_Supplied material_
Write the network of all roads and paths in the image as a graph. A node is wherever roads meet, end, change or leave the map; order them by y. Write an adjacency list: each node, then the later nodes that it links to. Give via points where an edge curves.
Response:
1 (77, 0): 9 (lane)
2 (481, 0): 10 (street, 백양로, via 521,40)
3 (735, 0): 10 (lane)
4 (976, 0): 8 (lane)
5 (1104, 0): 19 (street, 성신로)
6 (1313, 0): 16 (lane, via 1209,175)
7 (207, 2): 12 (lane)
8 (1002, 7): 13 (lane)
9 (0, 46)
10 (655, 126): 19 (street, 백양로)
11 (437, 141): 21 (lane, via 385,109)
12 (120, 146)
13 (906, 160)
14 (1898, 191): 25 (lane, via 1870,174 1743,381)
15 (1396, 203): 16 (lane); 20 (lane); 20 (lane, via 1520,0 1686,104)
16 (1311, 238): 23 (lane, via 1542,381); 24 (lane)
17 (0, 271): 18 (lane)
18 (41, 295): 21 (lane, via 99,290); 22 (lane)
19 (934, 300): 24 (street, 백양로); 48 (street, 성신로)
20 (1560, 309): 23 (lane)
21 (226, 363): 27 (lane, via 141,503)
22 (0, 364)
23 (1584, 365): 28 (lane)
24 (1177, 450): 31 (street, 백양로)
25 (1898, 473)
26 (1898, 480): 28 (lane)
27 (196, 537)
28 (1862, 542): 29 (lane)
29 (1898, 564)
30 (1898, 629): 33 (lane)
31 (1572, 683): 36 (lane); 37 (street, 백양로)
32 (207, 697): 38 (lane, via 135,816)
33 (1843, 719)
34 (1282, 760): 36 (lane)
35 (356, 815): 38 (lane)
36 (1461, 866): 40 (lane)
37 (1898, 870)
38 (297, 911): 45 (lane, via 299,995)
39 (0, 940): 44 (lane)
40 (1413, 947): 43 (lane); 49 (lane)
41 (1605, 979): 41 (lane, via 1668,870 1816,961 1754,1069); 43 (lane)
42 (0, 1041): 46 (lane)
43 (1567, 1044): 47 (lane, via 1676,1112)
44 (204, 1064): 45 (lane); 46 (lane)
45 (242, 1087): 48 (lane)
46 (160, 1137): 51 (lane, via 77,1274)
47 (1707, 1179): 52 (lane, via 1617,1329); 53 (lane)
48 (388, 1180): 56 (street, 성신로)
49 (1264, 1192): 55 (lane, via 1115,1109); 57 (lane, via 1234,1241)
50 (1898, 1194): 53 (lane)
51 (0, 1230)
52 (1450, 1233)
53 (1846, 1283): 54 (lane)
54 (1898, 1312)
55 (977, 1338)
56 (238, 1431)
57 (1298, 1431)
==
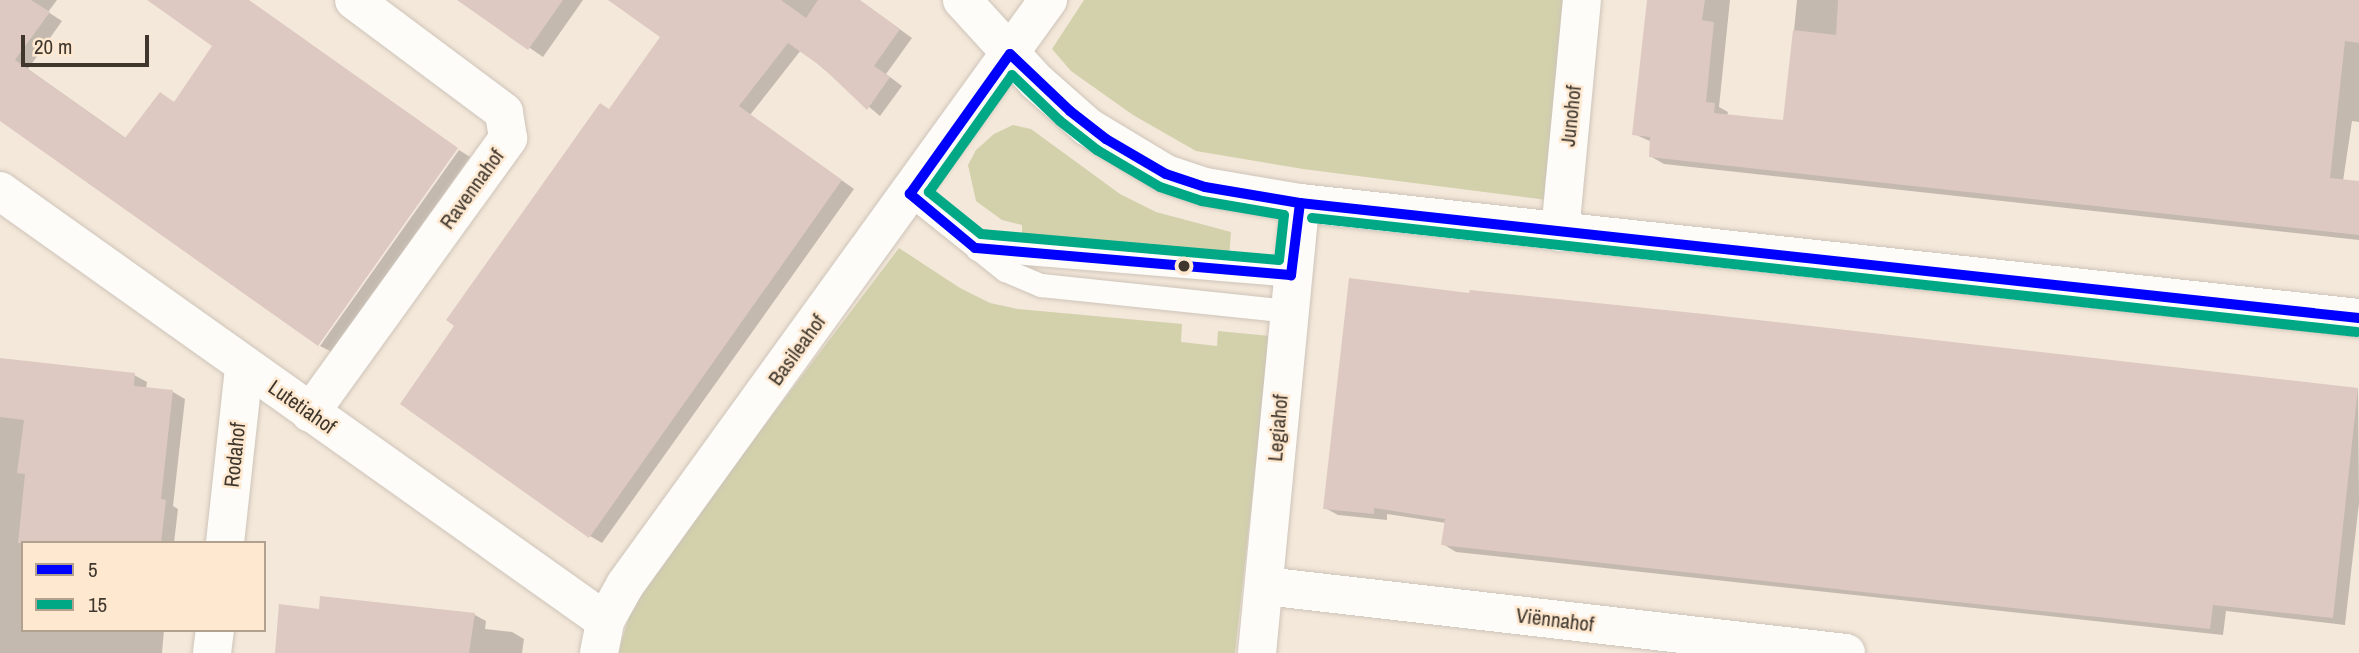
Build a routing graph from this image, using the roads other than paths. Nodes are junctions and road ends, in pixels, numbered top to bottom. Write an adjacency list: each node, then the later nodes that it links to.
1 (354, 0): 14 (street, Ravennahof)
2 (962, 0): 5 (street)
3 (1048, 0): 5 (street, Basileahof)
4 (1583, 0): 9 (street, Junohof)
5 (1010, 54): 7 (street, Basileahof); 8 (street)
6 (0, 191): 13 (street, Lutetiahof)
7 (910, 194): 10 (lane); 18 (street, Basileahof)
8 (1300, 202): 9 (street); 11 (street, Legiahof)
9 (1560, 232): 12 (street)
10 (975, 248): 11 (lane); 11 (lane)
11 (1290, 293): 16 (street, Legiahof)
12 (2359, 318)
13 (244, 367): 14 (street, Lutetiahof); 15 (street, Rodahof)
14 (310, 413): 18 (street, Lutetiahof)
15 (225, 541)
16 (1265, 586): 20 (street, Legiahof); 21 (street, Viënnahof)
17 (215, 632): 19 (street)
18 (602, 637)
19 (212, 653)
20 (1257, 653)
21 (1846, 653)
...
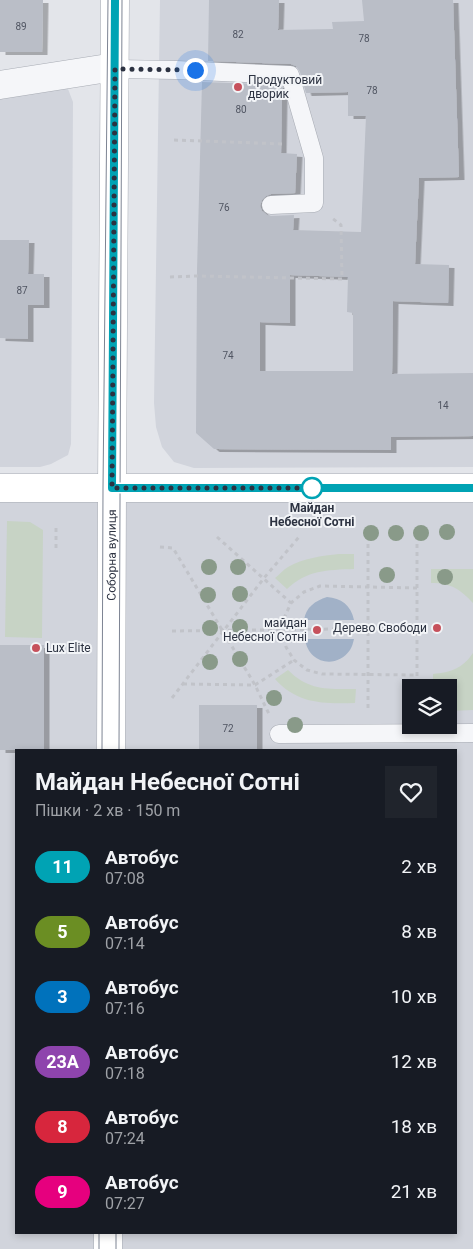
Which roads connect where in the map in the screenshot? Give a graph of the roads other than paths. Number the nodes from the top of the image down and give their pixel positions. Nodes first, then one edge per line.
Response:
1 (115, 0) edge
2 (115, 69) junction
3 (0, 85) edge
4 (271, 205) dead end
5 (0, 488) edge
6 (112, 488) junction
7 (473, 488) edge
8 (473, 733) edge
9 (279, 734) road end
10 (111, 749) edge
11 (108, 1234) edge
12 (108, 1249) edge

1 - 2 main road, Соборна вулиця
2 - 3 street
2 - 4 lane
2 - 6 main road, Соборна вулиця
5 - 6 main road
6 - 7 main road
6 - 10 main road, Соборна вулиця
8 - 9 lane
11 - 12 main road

_Exercise requirements_
Each line above that includes the word "Give" is to be copied.

_Written solution_
Write the network of all roads and paths in the image as a graph. A node is wherever roads meet, end, change or leave the map; order them by y. Write an adjacency list: each node, then the later nodes that it links to. Give via points where an edge curves.
Which roads connect where in the map in the screenshot? Give a graph of the roads other than paths. Number the nodes from the top of the image down and give their pixel positions. Nodes first, then one edge per line.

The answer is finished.